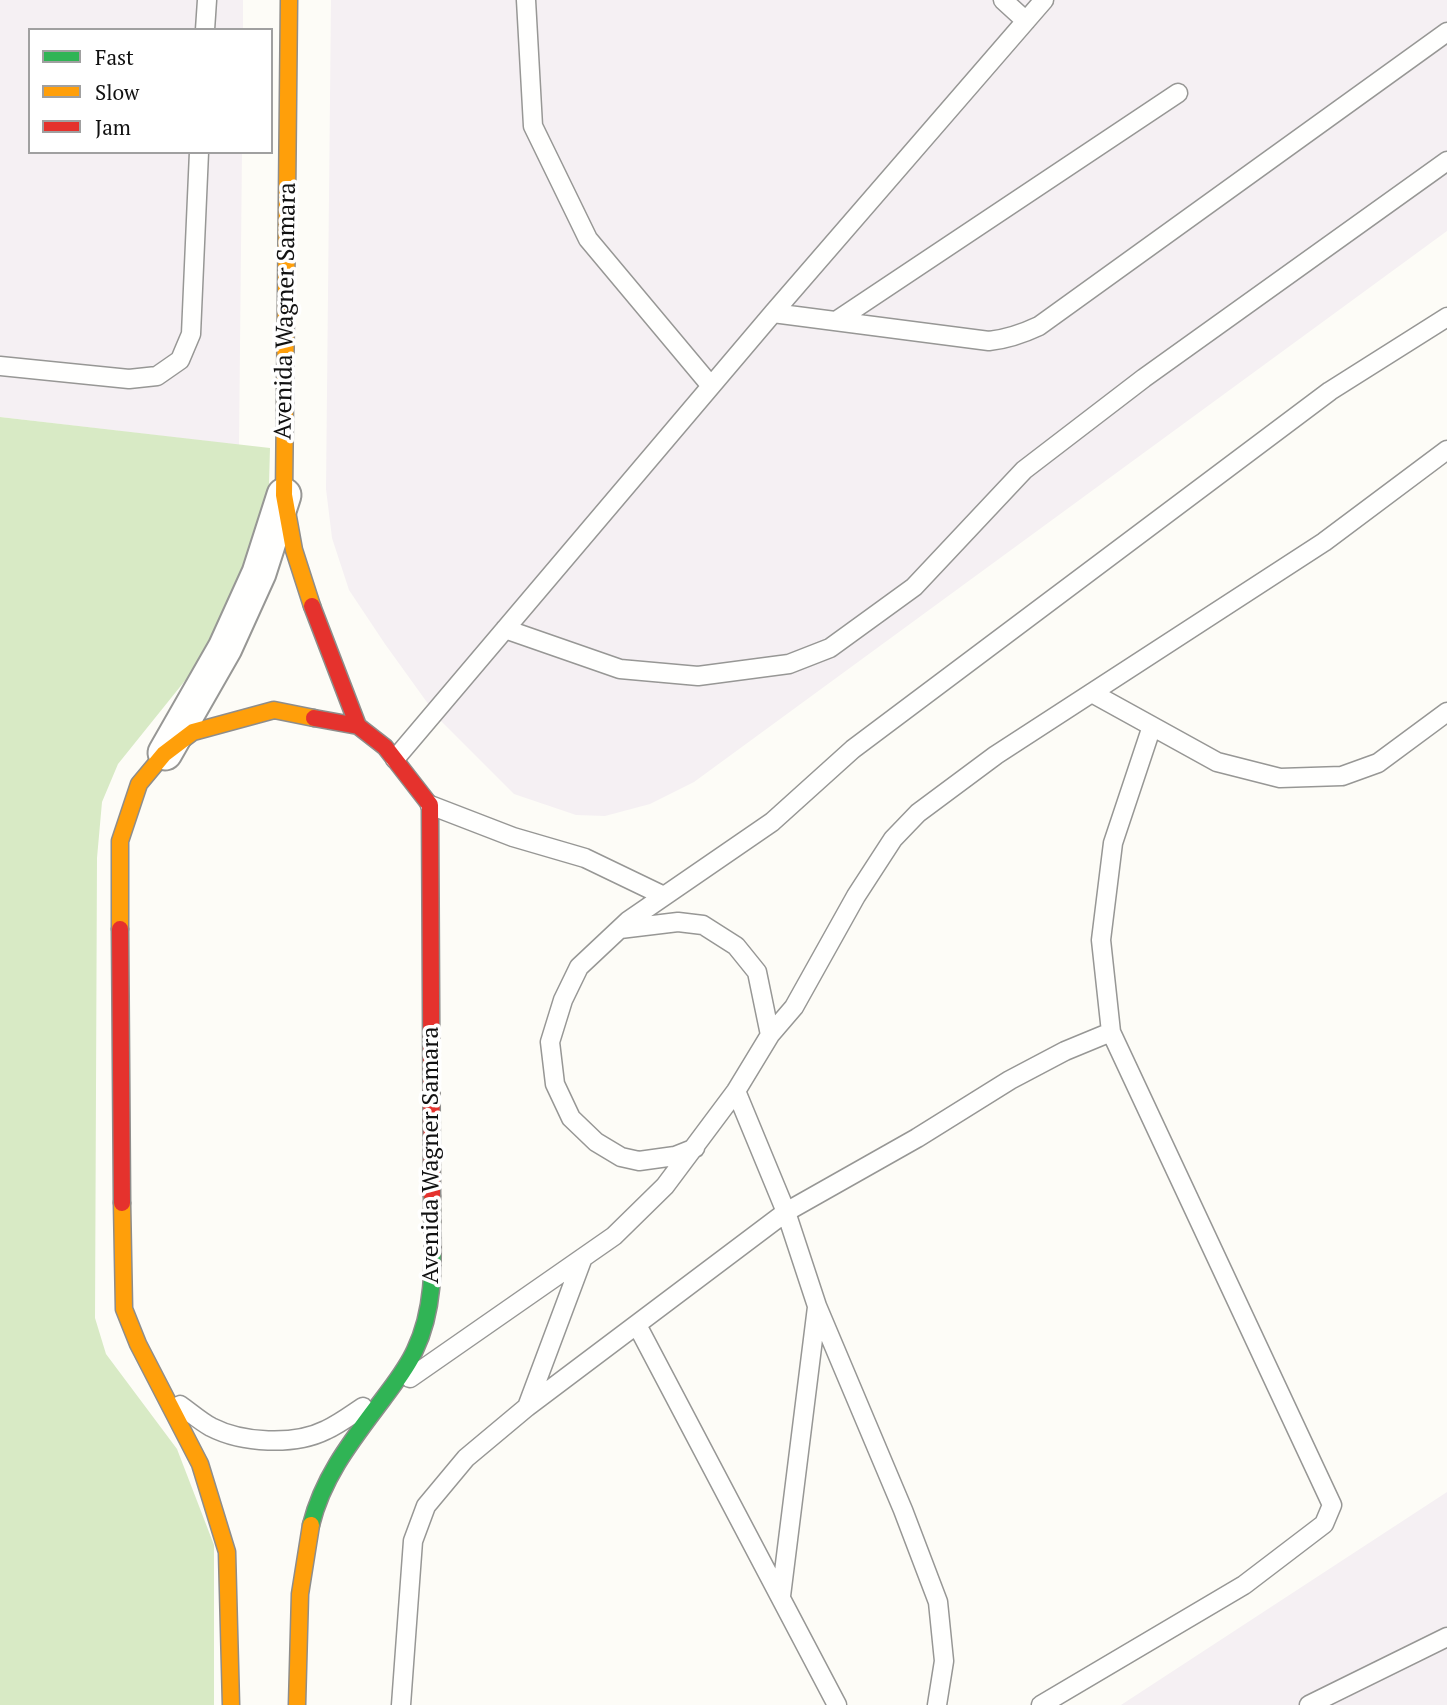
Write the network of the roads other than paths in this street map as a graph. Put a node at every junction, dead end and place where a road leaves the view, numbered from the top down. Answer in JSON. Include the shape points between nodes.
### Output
{"nodes":[{"id":1,"x":207,"y":0,"type":"edge"},
{"id":2,"x":289,"y":0,"type":"edge"},
{"id":3,"x":526,"y":0,"type":"edge"},
{"id":4,"x":1003,"y":0,"type":"edge"},
{"id":5,"x":1044,"y":0,"type":"edge"},
{"id":6,"x":1026,"y":21,"type":"junction"},
{"id":7,"x":205,"y":28,"type":"edge"},
{"id":8,"x":1447,"y":32,"type":"edge"},
{"id":9,"x":1178,"y":93,"type":"dead end"},
{"id":10,"x":199,"y":154,"type":"edge"},
{"id":11,"x":1447,"y":161,"type":"edge"},
{"id":12,"x":773,"y":313,"type":"junction"},
{"id":13,"x":1447,"y":317,"type":"edge"},
{"id":14,"x":836,"y":321,"type":"junction"},
{"id":15,"x":0,"y":366,"type":"edge"},
{"id":16,"x":710,"y":386,"type":"junction"},
{"id":17,"x":1447,"y":450,"type":"edge"},
{"id":18,"x":284,"y":495,"type":"junction"},
{"id":19,"x":505,"y":629,"type":"junction"},
{"id":20,"x":1092,"y":693,"type":"junction"},
{"id":21,"x":1447,"y":712,"type":"edge"},
{"id":22,"x":358,"y":726,"type":"junction"},
{"id":23,"x":1152,"y":726,"type":"junction"},
{"id":24,"x":164,"y":754,"type":"junction"},
{"id":25,"x":395,"y":759,"type":"junction"},
{"id":26,"x":430,"y":806,"type":"junction"},
{"id":27,"x":664,"y":896,"type":"junction"},
{"id":28,"x":619,"y":929,"type":"junction"},
{"id":29,"x":1111,"y":1032,"type":"junction"},
{"id":30,"x":770,"y":1035,"type":"junction"},
{"id":31,"x":736,"y":1091,"type":"junction"},
{"id":32,"x":695,"y":1148,"type":"junction"},
{"id":33,"x":786,"y":1212,"type":"junction"},
{"id":34,"x":582,"y":1260,"type":"junction"},
{"id":35,"x":817,"y":1306,"type":"junction"},
{"id":36,"x":637,"y":1325,"type":"junction"},
{"id":37,"x":389,"y":1391,"type":"junction"},
{"id":38,"x":166,"y":1395,"type":"junction"},
{"id":39,"x":527,"y":1407,"type":"junction"},
{"id":40,"x":781,"y":1596,"type":"junction"},
{"id":41,"x":1447,"y":1637,"type":"edge"},
{"id":42,"x":231,"y":1705,"type":"edge"},
{"id":43,"x":297,"y":1705,"type":"edge"},
{"id":44,"x":401,"y":1705,"type":"edge"},
{"id":45,"x":837,"y":1705,"type":"edge"},
{"id":46,"x":937,"y":1705,"type":"edge"},
{"id":47,"x":1041,"y":1705,"type":"edge"},
{"id":48,"x":1309,"y":1705,"type":"edge"}],
"edges":[{"from":1,"to":7,"type":"lane"},
{"from":2,"to":18,"type":"street","name":"Avenida Wagner Samara"},
{"from":3,"to":16,"type":"lane","via":[[533,126],[588,239]]},
{"from":4,"to":6,"type":"lane"},
{"from":5,"to":6,"type":"lane"},
{"from":6,"to":12,"type":"lane"},
{"from":8,"to":14,"type":"lane","via":[[1039,326],[989,341]]},
{"from":9,"to":14,"type":"lane"},
{"from":10,"to":15,"type":"lane","via":[[191,334],[180,360],[157,376],[129,379]]},
{"from":11,"to":19,"type":"lane","via":[[1144,378],[1024,470],[914,587],[830,648],[789,664],[698,676],[620,669]]},
{"from":12,"to":14,"type":"lane"},
{"from":12,"to":16,"type":"lane"},
{"from":13,"to":27,"type":"lane","via":[[1319,399],[853,749],[772,822]]},
{"from":16,"to":19,"type":"lane"},
{"from":17,"to":20,"type":"lane","via":[[1324,542]]},
{"from":18,"to":22,"type":"street","name":"Avenida Wagner Samara","via":[[294,550]]},
{"from":18,"to":24,"type":"street","name":"Avenida Wagner Samara","via":[[259,573],[225,648]]},
{"from":19,"to":25,"type":"lane"},
{"from":20,"to":23,"type":"lane"},
{"from":20,"to":30,"type":"lane","via":[[985,763],[918,813],[893,839],[794,1007]]},
{"from":21,"to":23,"type":"lane","via":[[1378,763],[1342,776],[1280,778],[1230,765]]},
{"from":22,"to":24,"type":"street","name":"Avenida Wagner Samara","via":[[274,710],[193,733]]},
{"from":22,"to":25,"type":"street","name":"Avenida Wagner Samara"},
{"from":23,"to":29,"type":"lane","via":[[1113,843],[1101,940]]},
{"from":24,"to":38,"type":"street","name":"Avenida Wagner Samara","via":[[139,785],[120,841],[120,868],[124,1309]]},
{"from":25,"to":26,"type":"street","name":"Avenida Wagner Samara"},
{"from":26,"to":27,"type":"lane","via":[[585,858]]},
{"from":26,"to":37,"type":"street","name":"Avenida Wagner Samara","via":[[432,1293],[415,1352]]},
{"from":27,"to":28,"type":"lane"},
{"from":28,"to":30,"type":"lane","via":[[691,923],[704,925],[736,946],[757,972]]},
{"from":28,"to":32,"type":"lane","via":[[579,967],[563,1000],[550,1042],[555,1084],[571,1118],[596,1142],[621,1157],[639,1161]]},
{"from":29,"to":33,"type":"lane","via":[[1010,1080]]},
{"from":29,"to":47,"type":"lane","via":[[1332,1505],[1325,1524],[1244,1585]]},
{"from":30,"to":31,"type":"lane"},
{"from":31,"to":32,"type":"lane"},
{"from":31,"to":33,"type":"lane"},
{"from":32,"to":34,"type":"lane","via":[[648,1203]]},
{"from":33,"to":35,"type":"lane"},
{"from":33,"to":36,"type":"lane"},
{"from":34,"to":37,"type":"lane"},
{"from":34,"to":39,"type":"lane"},
{"from":35,"to":40,"type":"lane"},
{"from":35,"to":46,"type":"lane","via":[[938,1602],[944,1661]]},
{"from":36,"to":39,"type":"lane"},
{"from":36,"to":40,"type":"lane"},
{"from":37,"to":38,"type":"lane","via":[[325,1431],[267,1440],[210,1427]]},
{"from":37,"to":43,"type":"street","name":"Avenida Wagner Samara","via":[[342,1451],[321,1490],[307,1541]]},
{"from":38,"to":42,"type":"street","name":"Avenida Wagner Samara","via":[[200,1464],[227,1552]]},
{"from":39,"to":44,"type":"lane","via":[[466,1458],[426,1506],[413,1541]]},
{"from":40,"to":45,"type":"lane"},
{"from":41,"to":48,"type":"lane"}]}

▶ ASSIGNED TASK
Make an exact copy of the records above, one that has none of the pictures.

▶ WRITTEN REPLY
Write the network of the roads other than paths in this street map as a graph. Put a node at every junction, dead end and place where a road leaves the view, numbered from the top down. Answer in JSON. Include the shape points between nodes.
### Output
{"nodes":[{"id":1,"x":207,"y":0,"type":"edge"},
{"id":2,"x":289,"y":0,"type":"edge"},
{"id":3,"x":526,"y":0,"type":"edge"},
{"id":4,"x":1003,"y":0,"type":"edge"},
{"id":5,"x":1044,"y":0,"type":"edge"},
{"id":6,"x":1026,"y":21,"type":"junction"},
{"id":7,"x":205,"y":28,"type":"edge"},
{"id":8,"x":1447,"y":32,"type":"edge"},
{"id":9,"x":1178,"y":93,"type":"dead end"},
{"id":10,"x":199,"y":154,"type":"edge"},
{"id":11,"x":1447,"y":161,"type":"edge"},
{"id":12,"x":773,"y":313,"type":"junction"},
{"id":13,"x":1447,"y":317,"type":"edge"},
{"id":14,"x":836,"y":321,"type":"junction"},
{"id":15,"x":0,"y":366,"type":"edge"},
{"id":16,"x":710,"y":386,"type":"junction"},
{"id":17,"x":1447,"y":450,"type":"edge"},
{"id":18,"x":284,"y":495,"type":"junction"},
{"id":19,"x":505,"y":629,"type":"junction"},
{"id":20,"x":1092,"y":693,"type":"junction"},
{"id":21,"x":1447,"y":712,"type":"edge"},
{"id":22,"x":358,"y":726,"type":"junction"},
{"id":23,"x":1152,"y":726,"type":"junction"},
{"id":24,"x":164,"y":754,"type":"junction"},
{"id":25,"x":395,"y":759,"type":"junction"},
{"id":26,"x":430,"y":806,"type":"junction"},
{"id":27,"x":664,"y":896,"type":"junction"},
{"id":28,"x":619,"y":929,"type":"junction"},
{"id":29,"x":1111,"y":1032,"type":"junction"},
{"id":30,"x":770,"y":1035,"type":"junction"},
{"id":31,"x":736,"y":1091,"type":"junction"},
{"id":32,"x":695,"y":1148,"type":"junction"},
{"id":33,"x":786,"y":1212,"type":"junction"},
{"id":34,"x":582,"y":1260,"type":"junction"},
{"id":35,"x":817,"y":1306,"type":"junction"},
{"id":36,"x":637,"y":1325,"type":"junction"},
{"id":37,"x":389,"y":1391,"type":"junction"},
{"id":38,"x":166,"y":1395,"type":"junction"},
{"id":39,"x":527,"y":1407,"type":"junction"},
{"id":40,"x":781,"y":1596,"type":"junction"},
{"id":41,"x":1447,"y":1637,"type":"edge"},
{"id":42,"x":231,"y":1705,"type":"edge"},
{"id":43,"x":297,"y":1705,"type":"edge"},
{"id":44,"x":401,"y":1705,"type":"edge"},
{"id":45,"x":837,"y":1705,"type":"edge"},
{"id":46,"x":937,"y":1705,"type":"edge"},
{"id":47,"x":1041,"y":1705,"type":"edge"},
{"id":48,"x":1309,"y":1705,"type":"edge"}],
"edges":[{"from":1,"to":7,"type":"lane"},
{"from":2,"to":18,"type":"street","name":"Avenida Wagner Samara"},
{"from":3,"to":16,"type":"lane","via":[[533,126],[588,239]]},
{"from":4,"to":6,"type":"lane"},
{"from":5,"to":6,"type":"lane"},
{"from":6,"to":12,"type":"lane"},
{"from":8,"to":14,"type":"lane","via":[[1039,326],[989,341]]},
{"from":9,"to":14,"type":"lane"},
{"from":10,"to":15,"type":"lane","via":[[191,334],[180,360],[157,376],[129,379]]},
{"from":11,"to":19,"type":"lane","via":[[1144,378],[1024,470],[914,587],[830,648],[789,664],[698,676],[620,669]]},
{"from":12,"to":14,"type":"lane"},
{"from":12,"to":16,"type":"lane"},
{"from":13,"to":27,"type":"lane","via":[[1319,399],[853,749],[772,822]]},
{"from":16,"to":19,"type":"lane"},
{"from":17,"to":20,"type":"lane","via":[[1324,542]]},
{"from":18,"to":22,"type":"street","name":"Avenida Wagner Samara","via":[[294,550]]},
{"from":18,"to":24,"type":"street","name":"Avenida Wagner Samara","via":[[259,573],[225,648]]},
{"from":19,"to":25,"type":"lane"},
{"from":20,"to":23,"type":"lane"},
{"from":20,"to":30,"type":"lane","via":[[985,763],[918,813],[893,839],[794,1007]]},
{"from":21,"to":23,"type":"lane","via":[[1378,763],[1342,776],[1280,778],[1230,765]]},
{"from":22,"to":24,"type":"street","name":"Avenida Wagner Samara","via":[[274,710],[193,733]]},
{"from":22,"to":25,"type":"street","name":"Avenida Wagner Samara"},
{"from":23,"to":29,"type":"lane","via":[[1113,843],[1101,940]]},
{"from":24,"to":38,"type":"street","name":"Avenida Wagner Samara","via":[[139,785],[120,841],[120,868],[124,1309]]},
{"from":25,"to":26,"type":"street","name":"Avenida Wagner Samara"},
{"from":26,"to":27,"type":"lane","via":[[585,858]]},
{"from":26,"to":37,"type":"street","name":"Avenida Wagner Samara","via":[[432,1293],[415,1352]]},
{"from":27,"to":28,"type":"lane"},
{"from":28,"to":30,"type":"lane","via":[[691,923],[704,925],[736,946],[757,972]]},
{"from":28,"to":32,"type":"lane","via":[[579,967],[563,1000],[550,1042],[555,1084],[571,1118],[596,1142],[621,1157],[639,1161]]},
{"from":29,"to":33,"type":"lane","via":[[1010,1080]]},
{"from":29,"to":47,"type":"lane","via":[[1332,1505],[1325,1524],[1244,1585]]},
{"from":30,"to":31,"type":"lane"},
{"from":31,"to":32,"type":"lane"},
{"from":31,"to":33,"type":"lane"},
{"from":32,"to":34,"type":"lane","via":[[648,1203]]},
{"from":33,"to":35,"type":"lane"},
{"from":33,"to":36,"type":"lane"},
{"from":34,"to":37,"type":"lane"},
{"from":34,"to":39,"type":"lane"},
{"from":35,"to":40,"type":"lane"},
{"from":35,"to":46,"type":"lane","via":[[938,1602],[944,1661]]},
{"from":36,"to":39,"type":"lane"},
{"from":36,"to":40,"type":"lane"},
{"from":37,"to":38,"type":"lane","via":[[325,1431],[267,1440],[210,1427]]},
{"from":37,"to":43,"type":"street","name":"Avenida Wagner Samara","via":[[342,1451],[321,1490],[307,1541]]},
{"from":38,"to":42,"type":"street","name":"Avenida Wagner Samara","via":[[200,1464],[227,1552]]},
{"from":39,"to":44,"type":"lane","via":[[466,1458],[426,1506],[413,1541]]},
{"from":40,"to":45,"type":"lane"},
{"from":41,"to":48,"type":"lane"}]}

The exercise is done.